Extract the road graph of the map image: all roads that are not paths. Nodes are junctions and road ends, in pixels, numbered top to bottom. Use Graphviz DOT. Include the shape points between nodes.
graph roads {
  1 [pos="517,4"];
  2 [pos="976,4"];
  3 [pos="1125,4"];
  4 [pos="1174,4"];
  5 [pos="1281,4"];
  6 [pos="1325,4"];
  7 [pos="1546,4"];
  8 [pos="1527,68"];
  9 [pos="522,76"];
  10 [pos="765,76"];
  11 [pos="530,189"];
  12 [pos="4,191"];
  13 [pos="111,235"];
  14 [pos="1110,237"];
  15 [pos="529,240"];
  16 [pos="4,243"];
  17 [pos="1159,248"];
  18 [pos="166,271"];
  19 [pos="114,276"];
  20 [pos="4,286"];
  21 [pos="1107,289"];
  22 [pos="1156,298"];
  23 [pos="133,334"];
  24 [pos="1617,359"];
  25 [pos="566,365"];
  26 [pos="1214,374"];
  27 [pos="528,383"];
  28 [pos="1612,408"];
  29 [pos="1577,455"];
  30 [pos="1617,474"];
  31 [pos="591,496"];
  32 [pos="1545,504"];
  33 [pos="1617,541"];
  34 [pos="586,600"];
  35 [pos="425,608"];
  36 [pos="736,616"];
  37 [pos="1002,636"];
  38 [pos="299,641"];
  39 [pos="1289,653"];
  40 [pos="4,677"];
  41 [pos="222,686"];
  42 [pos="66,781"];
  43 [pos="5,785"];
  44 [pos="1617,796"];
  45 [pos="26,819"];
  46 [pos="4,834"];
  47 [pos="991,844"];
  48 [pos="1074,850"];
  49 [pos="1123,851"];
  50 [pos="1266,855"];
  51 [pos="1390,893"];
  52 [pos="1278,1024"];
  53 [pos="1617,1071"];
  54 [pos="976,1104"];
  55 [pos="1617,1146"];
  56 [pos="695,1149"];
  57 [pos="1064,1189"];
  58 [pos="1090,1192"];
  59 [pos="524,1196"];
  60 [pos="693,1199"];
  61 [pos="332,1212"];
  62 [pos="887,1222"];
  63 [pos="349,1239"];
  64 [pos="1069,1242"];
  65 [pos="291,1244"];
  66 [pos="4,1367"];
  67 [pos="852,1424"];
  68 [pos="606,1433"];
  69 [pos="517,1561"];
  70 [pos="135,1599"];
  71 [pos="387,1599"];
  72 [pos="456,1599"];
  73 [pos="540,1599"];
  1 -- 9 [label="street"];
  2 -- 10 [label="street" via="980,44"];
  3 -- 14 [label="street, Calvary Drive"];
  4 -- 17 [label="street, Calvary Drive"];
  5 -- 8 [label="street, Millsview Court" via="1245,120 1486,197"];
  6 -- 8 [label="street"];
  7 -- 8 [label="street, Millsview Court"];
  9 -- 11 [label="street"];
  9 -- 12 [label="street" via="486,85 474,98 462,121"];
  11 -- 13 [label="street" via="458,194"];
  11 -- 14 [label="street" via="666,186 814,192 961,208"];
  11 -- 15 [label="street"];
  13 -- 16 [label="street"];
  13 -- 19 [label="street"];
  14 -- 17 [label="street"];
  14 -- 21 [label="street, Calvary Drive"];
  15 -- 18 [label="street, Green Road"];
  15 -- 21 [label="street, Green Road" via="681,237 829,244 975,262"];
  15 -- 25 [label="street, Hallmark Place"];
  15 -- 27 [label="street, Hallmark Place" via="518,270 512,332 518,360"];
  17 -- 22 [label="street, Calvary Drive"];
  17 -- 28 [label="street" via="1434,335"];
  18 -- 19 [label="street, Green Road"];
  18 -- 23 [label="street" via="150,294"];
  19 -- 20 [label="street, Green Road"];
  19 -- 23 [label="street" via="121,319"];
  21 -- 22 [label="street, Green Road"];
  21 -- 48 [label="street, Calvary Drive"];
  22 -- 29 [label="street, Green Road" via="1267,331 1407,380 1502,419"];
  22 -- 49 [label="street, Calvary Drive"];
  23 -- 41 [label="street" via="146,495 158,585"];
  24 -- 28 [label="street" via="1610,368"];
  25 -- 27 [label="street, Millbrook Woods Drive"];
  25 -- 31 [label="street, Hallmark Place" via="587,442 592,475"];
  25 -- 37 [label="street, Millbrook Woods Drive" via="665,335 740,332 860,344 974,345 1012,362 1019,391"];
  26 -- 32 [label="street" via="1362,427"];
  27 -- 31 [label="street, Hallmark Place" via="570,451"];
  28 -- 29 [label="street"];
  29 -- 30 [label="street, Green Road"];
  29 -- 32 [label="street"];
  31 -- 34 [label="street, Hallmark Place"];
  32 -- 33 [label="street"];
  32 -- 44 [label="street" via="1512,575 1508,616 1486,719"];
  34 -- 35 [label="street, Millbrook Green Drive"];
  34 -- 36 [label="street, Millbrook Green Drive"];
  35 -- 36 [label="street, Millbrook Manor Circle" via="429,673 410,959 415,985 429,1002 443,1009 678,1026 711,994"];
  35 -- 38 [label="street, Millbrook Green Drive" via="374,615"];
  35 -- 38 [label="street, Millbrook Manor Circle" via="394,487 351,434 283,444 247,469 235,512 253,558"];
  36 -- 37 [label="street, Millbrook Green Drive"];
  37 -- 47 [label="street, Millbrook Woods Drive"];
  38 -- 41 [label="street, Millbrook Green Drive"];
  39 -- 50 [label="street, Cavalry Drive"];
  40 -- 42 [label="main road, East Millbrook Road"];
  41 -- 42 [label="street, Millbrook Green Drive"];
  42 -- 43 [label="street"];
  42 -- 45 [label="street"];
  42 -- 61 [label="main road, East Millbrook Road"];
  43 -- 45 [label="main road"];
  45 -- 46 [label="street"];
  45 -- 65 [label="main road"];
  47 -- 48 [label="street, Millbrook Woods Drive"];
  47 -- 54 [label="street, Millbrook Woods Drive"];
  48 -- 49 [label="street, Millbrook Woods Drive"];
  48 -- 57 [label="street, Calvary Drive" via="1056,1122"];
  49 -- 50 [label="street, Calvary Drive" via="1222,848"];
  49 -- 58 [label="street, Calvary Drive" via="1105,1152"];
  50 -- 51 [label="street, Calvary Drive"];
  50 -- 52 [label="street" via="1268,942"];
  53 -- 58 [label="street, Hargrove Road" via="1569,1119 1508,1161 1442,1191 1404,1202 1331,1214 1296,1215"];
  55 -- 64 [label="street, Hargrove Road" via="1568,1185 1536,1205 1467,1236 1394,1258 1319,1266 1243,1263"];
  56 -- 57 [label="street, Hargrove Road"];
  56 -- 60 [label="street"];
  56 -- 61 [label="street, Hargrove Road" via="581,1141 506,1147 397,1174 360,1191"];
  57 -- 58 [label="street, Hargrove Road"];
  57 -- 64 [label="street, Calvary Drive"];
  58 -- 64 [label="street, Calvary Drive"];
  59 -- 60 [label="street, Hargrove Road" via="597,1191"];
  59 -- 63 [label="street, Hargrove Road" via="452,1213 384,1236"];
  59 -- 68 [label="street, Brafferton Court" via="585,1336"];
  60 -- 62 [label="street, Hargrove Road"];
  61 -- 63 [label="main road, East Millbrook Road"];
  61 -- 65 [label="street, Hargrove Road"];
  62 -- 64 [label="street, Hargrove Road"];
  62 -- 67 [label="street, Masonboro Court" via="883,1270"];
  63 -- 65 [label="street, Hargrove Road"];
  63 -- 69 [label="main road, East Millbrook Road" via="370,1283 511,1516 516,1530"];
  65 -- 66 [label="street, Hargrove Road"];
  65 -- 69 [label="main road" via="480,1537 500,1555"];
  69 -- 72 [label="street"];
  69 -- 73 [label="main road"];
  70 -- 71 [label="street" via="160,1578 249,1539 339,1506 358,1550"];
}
------------------------------
*WORK TO COMPLETE:*
Search the material for "East" and copy each matching line.

*EXPECTED OUTPUT:*
  40 -- 42 [label="main road, East Millbrook Road"];
  42 -- 61 [label="main road, East Millbrook Road"];
  61 -- 63 [label="main road, East Millbrook Road"];
  63 -- 69 [label="main road, East Millbrook Road" via="370,1283 511,1516 516,1530"];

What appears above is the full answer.